What’s an outcast, or a parent, to do?
The effects of popularity are profound. “What blew my mind was that being disliked, and excluded, and rejected changed the expression of our DNA, and put us at greater risk of inflammatory diseases and more viruses,” Prinstein tells Quartz.
That does not mean we have no control over the effects, he argues. We can reboot our own perceptions and biases around popularity, and help shape our children’s. “Parents can make their kids more likable,” he says.
“Parents can make their kids more likable.” They can model what it takes to build friendships beyond Snapchat. They can talk to their teens about the difference between likability and status, and let their kids know that status-seeking popularity may feel good in the moment, but might relegate them to depression and poor health later in life. (For evidence, see this study of 10,000 Swedish kids over 40 years, which found that likability closely predicted future happiness and income.)
Lisa Damour, author of Untangled: Guiding Teenage Girls through the Seven Transitions into Adulthood, says we should challenge girls to think about why they like someone. Is it because they like being around her (“sociometric popularity”)?
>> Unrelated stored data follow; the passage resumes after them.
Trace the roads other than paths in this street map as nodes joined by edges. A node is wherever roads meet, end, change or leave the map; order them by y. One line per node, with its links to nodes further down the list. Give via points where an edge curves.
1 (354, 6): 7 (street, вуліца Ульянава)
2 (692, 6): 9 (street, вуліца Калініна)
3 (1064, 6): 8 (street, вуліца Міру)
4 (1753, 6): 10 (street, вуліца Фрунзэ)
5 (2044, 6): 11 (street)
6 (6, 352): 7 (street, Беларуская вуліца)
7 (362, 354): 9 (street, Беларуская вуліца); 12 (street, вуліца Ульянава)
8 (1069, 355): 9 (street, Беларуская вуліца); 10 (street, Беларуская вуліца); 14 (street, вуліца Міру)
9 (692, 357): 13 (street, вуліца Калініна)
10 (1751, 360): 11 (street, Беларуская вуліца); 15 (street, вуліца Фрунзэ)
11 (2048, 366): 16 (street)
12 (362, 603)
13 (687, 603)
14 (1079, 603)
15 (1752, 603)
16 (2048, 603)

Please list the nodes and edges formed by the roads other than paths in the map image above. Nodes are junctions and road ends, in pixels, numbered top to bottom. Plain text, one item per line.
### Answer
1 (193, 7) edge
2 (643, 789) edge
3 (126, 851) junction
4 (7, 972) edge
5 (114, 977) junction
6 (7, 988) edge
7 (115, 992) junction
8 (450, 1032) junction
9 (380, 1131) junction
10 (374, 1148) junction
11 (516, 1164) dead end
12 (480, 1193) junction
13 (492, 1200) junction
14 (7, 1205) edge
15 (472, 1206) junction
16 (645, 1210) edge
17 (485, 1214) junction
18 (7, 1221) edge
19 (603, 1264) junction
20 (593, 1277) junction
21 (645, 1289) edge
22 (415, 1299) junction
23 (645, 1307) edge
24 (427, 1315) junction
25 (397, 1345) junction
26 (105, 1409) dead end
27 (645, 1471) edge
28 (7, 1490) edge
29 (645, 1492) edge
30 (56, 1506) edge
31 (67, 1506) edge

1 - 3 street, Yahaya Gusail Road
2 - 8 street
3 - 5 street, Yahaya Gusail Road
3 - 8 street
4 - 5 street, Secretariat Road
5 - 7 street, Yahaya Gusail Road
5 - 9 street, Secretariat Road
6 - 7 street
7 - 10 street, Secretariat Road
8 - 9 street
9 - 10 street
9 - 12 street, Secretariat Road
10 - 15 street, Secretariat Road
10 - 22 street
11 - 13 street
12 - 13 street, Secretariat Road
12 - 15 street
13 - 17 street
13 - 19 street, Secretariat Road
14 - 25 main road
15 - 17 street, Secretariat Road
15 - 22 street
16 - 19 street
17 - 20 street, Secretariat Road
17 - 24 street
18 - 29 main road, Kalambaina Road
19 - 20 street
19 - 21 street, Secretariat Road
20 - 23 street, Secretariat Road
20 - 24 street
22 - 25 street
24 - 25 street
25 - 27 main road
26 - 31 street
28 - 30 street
Or is she powerful, so that people are her friends because they are afraid of her (“perceived popularity”)? “Give your daughter a good reason to take popularity off its pedestal,” Damour writes.
And while the pursuit of the different kinds of popularity is not completely zero-sum, it’s sort of zero-sum. “Getting lost in the pursuit of status will come with sacrificing relationships that matter,” Prinstein says.
Another study, which looked at how parents model popularity for their kids, showed that popular moms tended to have popular kids and unpopular moms tended to have unpopular kids. But interestingly, the mothers who had the most anxiety-riddled childhoods also ended up with popular kids, most likely because they helped their kids avoid their own unfortunate fate.
“Those moms did really well because they invested in peer relationships,” Prinstein says. In other words, parents can help kids build real relationships, one play-date at a time.
Adults need to recognize how biased they are in favor of their own view of popularity. “There’s this remarkable power of adolescent memories to influence what we see,” Prinstein notes. Recognize that you are not in high school and you are not bound by the social hierarchies of that time, even if Instagram is doing everything in its power to tell you otherwise.
Social media can be your friend—just don’t let it be your best friend, or replace your real friends. You can capitulate to seeking as many likes and shares, get the short-term rush and then face the long-term consequences. Or, you can call a friend, get a beer, and become a little more likable.